Die politische Reformagenda

Die ökonomischen Zusammenhänge sind klar. Nun lautet die Frage: Wie steht es mit der Politik? Werden es unsere politischen Prozesse erlauben, dass wir auch nur eines der einfachsten Elemente dieser Agenda umsetzen? Das wird nur dann geschehen, wenn zuvor grundlegende politische Reformen durchgeführt werden. Wir alle sind Nutznießer einer gut funktionierenden Demokratie und Gesellschaft. Aber weil wir alle profitieren, kann auch jeder zum Trittbrettfahrer werden.23 Die Folge sind unzureichende Investitionen in das reibungslose Funktionieren unserer Demokratie, dem vielleicht wertvollsten öffentlichen Gut überhaupt. Tatsächlich haben wir die Pflege und Instandhaltung dieses öffentlichen Guts weitgehend privatisiert – mit verheerenden Folgen. Wir lassen es zu, dass Konzerne und vermögende Privatpersonen Geld ausgeben, um uns über die Vorzüge alternativer Politikkonzepte und Kandidaten zu »informieren«. Dabei haben sie allen Grund dazu, uns verzerrte Informationen zu liefern.

Alternative institutionelle Strukturen sind möglich, doch auch hier haben wir vielleicht die falsche Richtung eingeschlagen. Eine Reform der Wahlkampffinanzierung sollte den Spielraum für Wahlkampfspenden von Konzernen begrenzen, aber der Oberste Gerichtshof hat in seinem Citizens-United-Urteil Beschränkungen für Spendenbeiträge von Großunternehmen aufgehoben.24 Wir könnten die Mitspracherechte von Aktionären stärken und die Leitungsgremien von Aktiengesellschaften zwingen, sich Wahlkampfspenden von ihren Aktionären absegnen zu lassen; da die US-Konzerne jedoch den Kongress kontrollieren, wurden diese und ähnliche Gesetze, die die politische Macht von Unternehmen einschränkten, nie verabschiedet oder auch nur ernsthaft diskutiert. Wir könnten den Bedarf an Wahlkampfspenden verringern, wenn wir mehr öffentliche Finanzmittel bereitstellen oder Fernseh- und Rundfunksender dazu verpflichten würden, gratis Sendezeit zur Verfügung zu stellen. Aber weder die Fernseh- und Rundfunkstationen (die mit Wahlkampfwerbung viel Geld verdienen) noch die Unternehmen (die aus ersichtlichen Gründen mit dem gegenwärtigen Zustand höchst zufrieden sind) befürworten diese Reformen, und gegen ihren Widerstand wird der Kongress diese Gesetzesänderungen niemals beschließen. Wir könnten versuchen sicherzustellen, dass wir besseren Zugang zu weniger tendenziösen Informationen erhalten, wie dies in mehreren skandinavischen Ländern der Fall ist. Statt die Medien ausschließlich von Moguln kontrollieren zu lassen – die überwiegend dem einen Prozent entstammen und dessen Überzeugungen reproduzieren – haben sie sich mit einigem Erfolg bemüht, demokratischere Medien zu schaffen. Wir könnten, wie viele europäische Länder, vielfältige unabhängige Denkfabriken öffentlich fördern, um eine ausgewogenere Debatte über die Vor- und Nachteile verschiedener politischer Strategien zu ermöglichen.

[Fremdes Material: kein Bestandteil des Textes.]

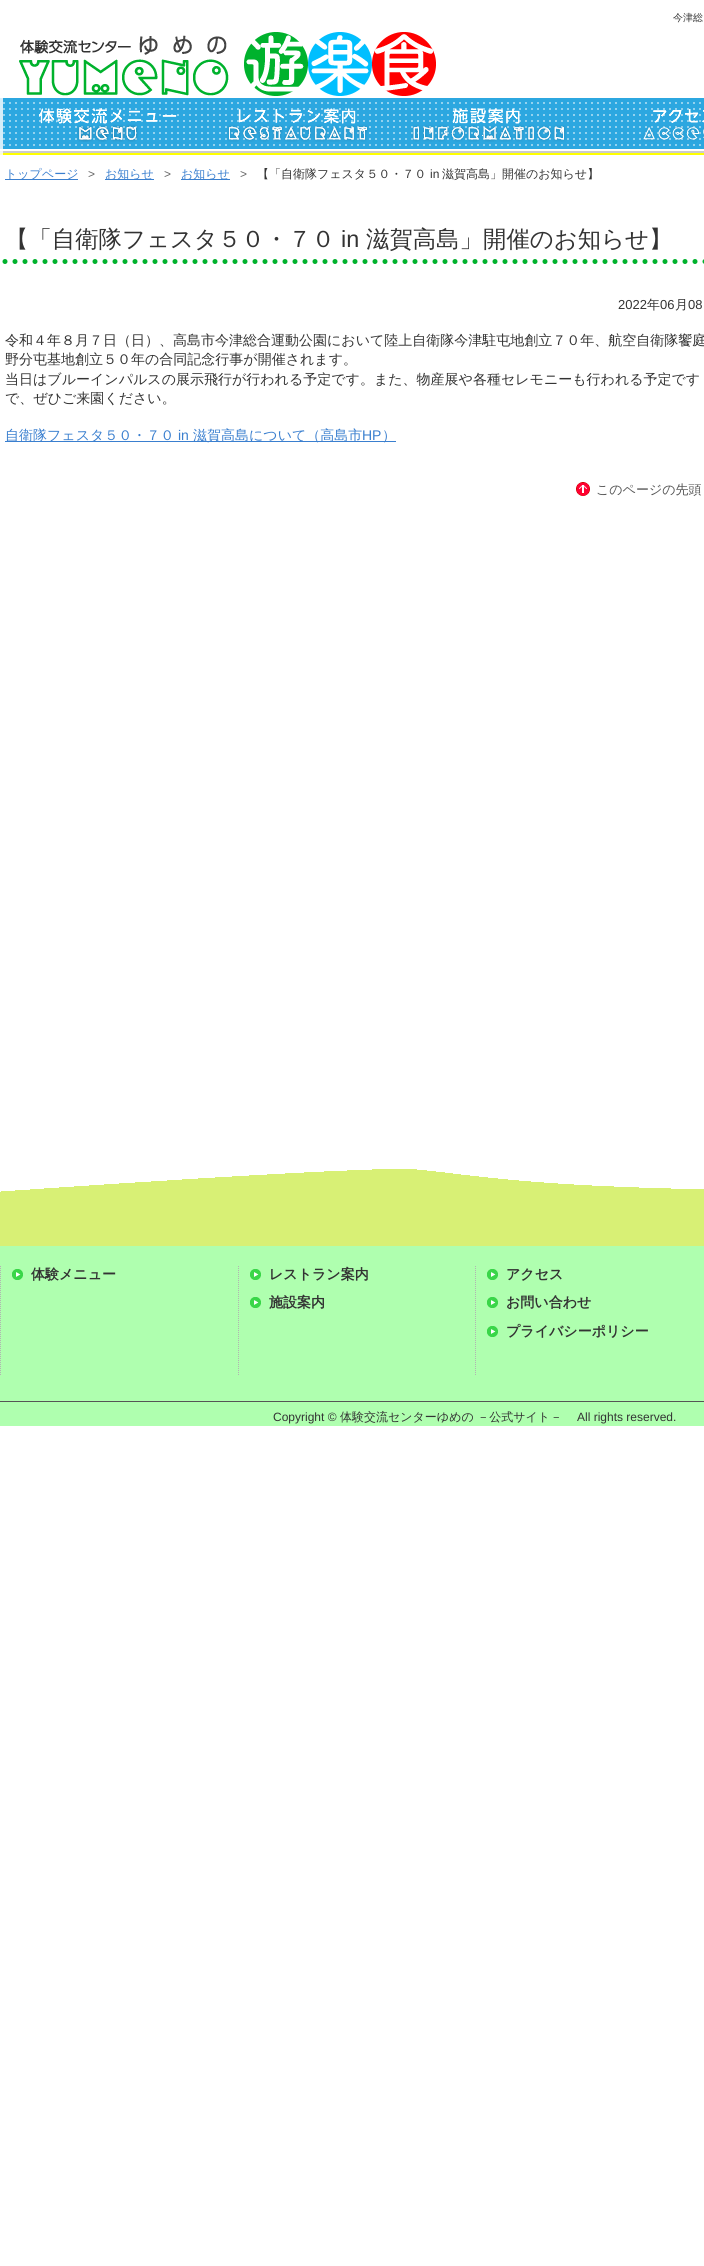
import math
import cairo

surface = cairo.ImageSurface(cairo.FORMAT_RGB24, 704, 2266)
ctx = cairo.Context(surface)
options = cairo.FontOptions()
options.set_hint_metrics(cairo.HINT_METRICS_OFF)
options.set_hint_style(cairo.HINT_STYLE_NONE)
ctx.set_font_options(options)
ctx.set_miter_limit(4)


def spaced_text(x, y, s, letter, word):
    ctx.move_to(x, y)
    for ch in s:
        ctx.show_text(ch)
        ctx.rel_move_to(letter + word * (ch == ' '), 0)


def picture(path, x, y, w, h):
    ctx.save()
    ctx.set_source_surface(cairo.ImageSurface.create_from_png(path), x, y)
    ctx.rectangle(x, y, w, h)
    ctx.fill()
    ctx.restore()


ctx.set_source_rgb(1, 1, 1)
ctx.paint()
picture("img1.png", 0, 98, 3, 57)
ctx.select_font_face("WenQuanYi Zen Hei Medium")
ctx.set_font_size(10)
ctx.set_source_rgb(0.2, 0.2, 0.2)
ctx.move_to(673, 21)
ctx.show_text("今津総")
picture("img2.png", 19, 32, 417, 64)
picture("img3.png", 3, 98, 194, 57)
picture("img4.png", 197, 98, 190, 57)
picture("img5.png", 387, 98, 190, 57)
picture("img6.png", 577, 98, 127, 57)
ctx.set_source_rgb(0.227, 0.498, 0.812)
ctx.rectangle(5, 179, 73, 1)
ctx.fill()
ctx.set_font_size(12)
ctx.move_to(5, 178)
ctx.show_text("トップページ")
ctx.select_font_face("Liberation Sans")
ctx.set_source_rgb(0.4, 0.4, 0.4)
spaced_text(88, 178, ">", 10, 0)
ctx.set_source_rgb(0.227, 0.498, 0.812)
ctx.rectangle(105, 179, 49, 1)
ctx.fill()
ctx.select_font_face("WenQuanYi Zen Hei Medium")
ctx.move_to(105, 178)
ctx.show_text("お知らせ")
ctx.select_font_face("Liberation Sans")
ctx.set_source_rgb(0.4, 0.4, 0.4)
spaced_text(164, 178, ">", 10, 0)
ctx.set_source_rgb(0.227, 0.498, 0.812)
ctx.rectangle(181, 179, 49, 1)
ctx.fill()
ctx.select_font_face("WenQuanYi Zen Hei Medium")
ctx.move_to(181, 178)
ctx.show_text("お知らせ")
ctx.select_font_face("Liberation Sans")
ctx.set_source_rgb(0.4, 0.4, 0.4)
spaced_text(240, 178, ">", 10, 0)
ctx.select_font_face("WenQuanYi Zen Hei Medium")
ctx.set_source_rgb(0.2, 0.2, 0.2)
ctx.move_to(257, 178)
ctx.show_text("【「自衛隊フェスタ５０・７０")
ctx.select_font_face("Liberation Sans")
ctx.move_to(430, 178)
ctx.show_text("in")
ctx.select_font_face("WenQuanYi Zen Hei Medium")
ctx.move_to(442, 178)
ctx.show_text("滋賀高島」開催のお知らせ】")
ctx.new_path()
ctx.move_to(5, 261.5)
ctx.line_to(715, 261.5)
ctx.set_source_rgb(0, 0.698, 0.176)
ctx.set_line_width(5)
ctx.set_line_cap(cairo.LINE_CAP_ROUND)
ctx.set_dash([0, 10])
ctx.stroke()
ctx.set_font_size(23.4)
ctx.set_source_rgb(0.2, 0.2, 0.2)
ctx.move_to(5, 247)
ctx.show_text("【「自衛隊フェスタ５０・７０")
ctx.select_font_face("Liberation Sans")
ctx.move_to(341, 247)
ctx.show_text("in")
ctx.select_font_face("WenQuanYi Zen Hei Medium")
ctx.move_to(366, 247)
ctx.show_text("滋賀高島」開催のお知らせ】")
ctx.select_font_face("Liberation Sans")
ctx.set_font_size(13)
ctx.move_to(618, 309)
ctx.show_text("2022")
ctx.select_font_face("WenQuanYi Zen Hei Medium")
ctx.move_to(647, 309)
ctx.show_text("年")
ctx.select_font_face("Liberation Sans")
ctx.move_to(660, 309)
ctx.show_text("06")
ctx.select_font_face("WenQuanYi Zen Hei Medium")
ctx.move_to(675, 309)
ctx.show_text("月")
ctx.select_font_face("Liberation Sans")
ctx.move_to(688, 309)
ctx.show_text("08")
ctx.select_font_face("WenQuanYi Zen Hei Medium")
ctx.set_font_size(14)
ctx.move_to(5, 345)
ctx.show_text("令和４年８月７日（日）、高島市今津総合運動公園において陸上自衛隊今津駐屯地創立７０年、航空自衛隊饗庭")
ctx.move_to(5, 364)
ctx.show_text("野分屯基地創立５０年の合同記念行事が開催されます。")
ctx.move_to(5, 384)
ctx.show_text("当日はブルーインパルスの展示飛行が行われる予定です。また、物産展や各種セレモニーも行われる予定です")
ctx.move_to(5, 403)
ctx.show_text("で、ぜひご来園ください。")
ctx.set_source_rgb(0.227, 0.498, 0.812)
ctx.rectangle(5, 441, 391, 1)
ctx.fill()
ctx.move_to(5, 440)
ctx.show_text("自衛隊フェスタ５０・７０")
ctx.select_font_face("Liberation Sans")
ctx.move_to(178, 440)
ctx.show_text("in")
ctx.select_font_face("WenQuanYi Zen Hei Medium")
ctx.move_to(193, 440)
ctx.show_text("滋賀高島について（高島市")
ctx.select_font_face("Liberation Sans")
ctx.move_to(362, 440)
ctx.show_text("HP")
ctx.select_font_face("WenQuanYi Zen Hei Medium")
ctx.move_to(382, 440)
ctx.show_text("）")
picture("img7.png", 576, 482, 14, 14)
ctx.set_font_size(13)
ctx.set_source_rgb(0.333, 0.333, 0.333)
ctx.move_to(596, 494)
ctx.show_text("このページの先頭")
picture("img8.png", 0, 1169, 704, 257)
ctx.save()
ctx.rectangle(0, 1266, 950, 110)
ctx.clip()
ctx.new_path()
ctx.move_to(0.5, 1266)
ctx.line_to(0.5, 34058)
ctx.set_source_rgb(0.698, 0.698, 0.698)
ctx.set_line_width(1)
ctx.set_line_cap(cairo.LINE_CAP_BUTT)
ctx.set_dash([1, 1])
ctx.stroke()
ctx.restore()
picture("img9.png", 12, 1269, 11, 11)
ctx.select_font_face("WenQuanYi Zen Hei", cairo.FONT_SLANT_NORMAL, cairo.FONT_WEIGHT_BOLD)
ctx.set_font_size(14)
ctx.set_source_rgb(0.2, 0.2, 0.2)
ctx.move_to(31, 1279)
ctx.show_text("体験メニュー")
ctx.save()
ctx.rectangle(0, 1266, 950, 110)
ctx.clip()
ctx.new_path()
ctx.move_to(238.5, 1266)
ctx.line_to(238.5, 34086)
ctx.set_source_rgb(0.698, 0.698, 0.698)
ctx.set_line_width(1)
ctx.set_line_cap(cairo.LINE_CAP_BUTT)
ctx.set_dash([1, 1])
ctx.stroke()
ctx.restore()
picture("img9.png", 250, 1269, 11, 11)
ctx.move_to(269, 1279)
ctx.show_text("レストラン案内")
picture("img9.png", 250, 1297, 11, 11)
ctx.move_to(269, 1307)
ctx.show_text("施設案内")
ctx.save()
ctx.rectangle(0, 1266, 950, 110)
ctx.clip()
ctx.new_path()
ctx.move_to(475.5, 1266)
ctx.line_to(475.5, 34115)
ctx.set_source_rgb(0.698, 0.698, 0.698)
ctx.set_line_width(1)
ctx.set_line_cap(cairo.LINE_CAP_BUTT)
ctx.set_dash([1, 1])
ctx.stroke()
ctx.restore()
picture("img9.png", 487, 1269, 11, 11)
ctx.move_to(506, 1279)
ctx.show_text("アクセス")
picture("img9.png", 487, 1297, 11, 11)
ctx.move_to(506, 1307)
ctx.show_text("お問い合わせ")
picture("img9.png", 487, 1326, 11, 11)
ctx.move_to(506, 1336)
ctx.show_text("プライバシーポリシー")
ctx.set_source_rgb(0.333, 0.333, 0.333)
ctx.rectangle(0, 1401, 704, 1)
ctx.fill()
ctx.select_font_face("Liberation Sans")
ctx.set_font_size(12)
ctx.set_source_rgb(0.2, 0.2, 0.2)
ctx.move_to(273, 1421)
ctx.show_text("Copyright ©")
ctx.select_font_face("WenQuanYi Zen Hei Medium")
ctx.move_to(340, 1421)
ctx.show_text("体験交流センターゆめの －公式サイト－")
ctx.select_font_face("Liberation Sans")
ctx.move_to(577, 1421)
ctx.show_text("All rights reserved.")
surface.write_to_png("page.png")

Wir könnten die Bedeutung des Geldes in der Politik schmälern, wenn wir eine gesetzliche Wahlpflicht einführen würden (mit Bußgeldandrohung für Verweigerer), wie dies Australien, Belgien und Luxemburg getan haben. Den politischen Parteien würde es dann in Wahlkämpfen nicht mehr primär darum gehen, Wähler zu mobilisieren, sondern darum, Wähler zu informieren. Wie nicht anders zu erwarten, ist die Wahlbeteiligung in Ländern mit Wahlpflicht weit höher als in den Vereinigten Staaten (in Australien liegt sie bei über 90 Prozent).25 Und es gibt politische Reformen, die die Wählerregistrierung und die Stimmabgabe erleichtern sowie das Wahlergebnis repräsentativer machen würden  – und dadurch die Wahlbeteiligung erhöhen würden, da die Politik den Anliegen der 99 Prozent mehr Beachtung schenken würde. Einige Reformen würden grundlegend in unser politisches System eingreifen,26 während andere, die den Spielraum für die Manipulation von Wahlbezirksgrenzen oder für die Obstruktionstaktik des Filibuster einschränken würden, im Rahmen der gegenwärtigen politischen Struktur umgesetzt werden könnten.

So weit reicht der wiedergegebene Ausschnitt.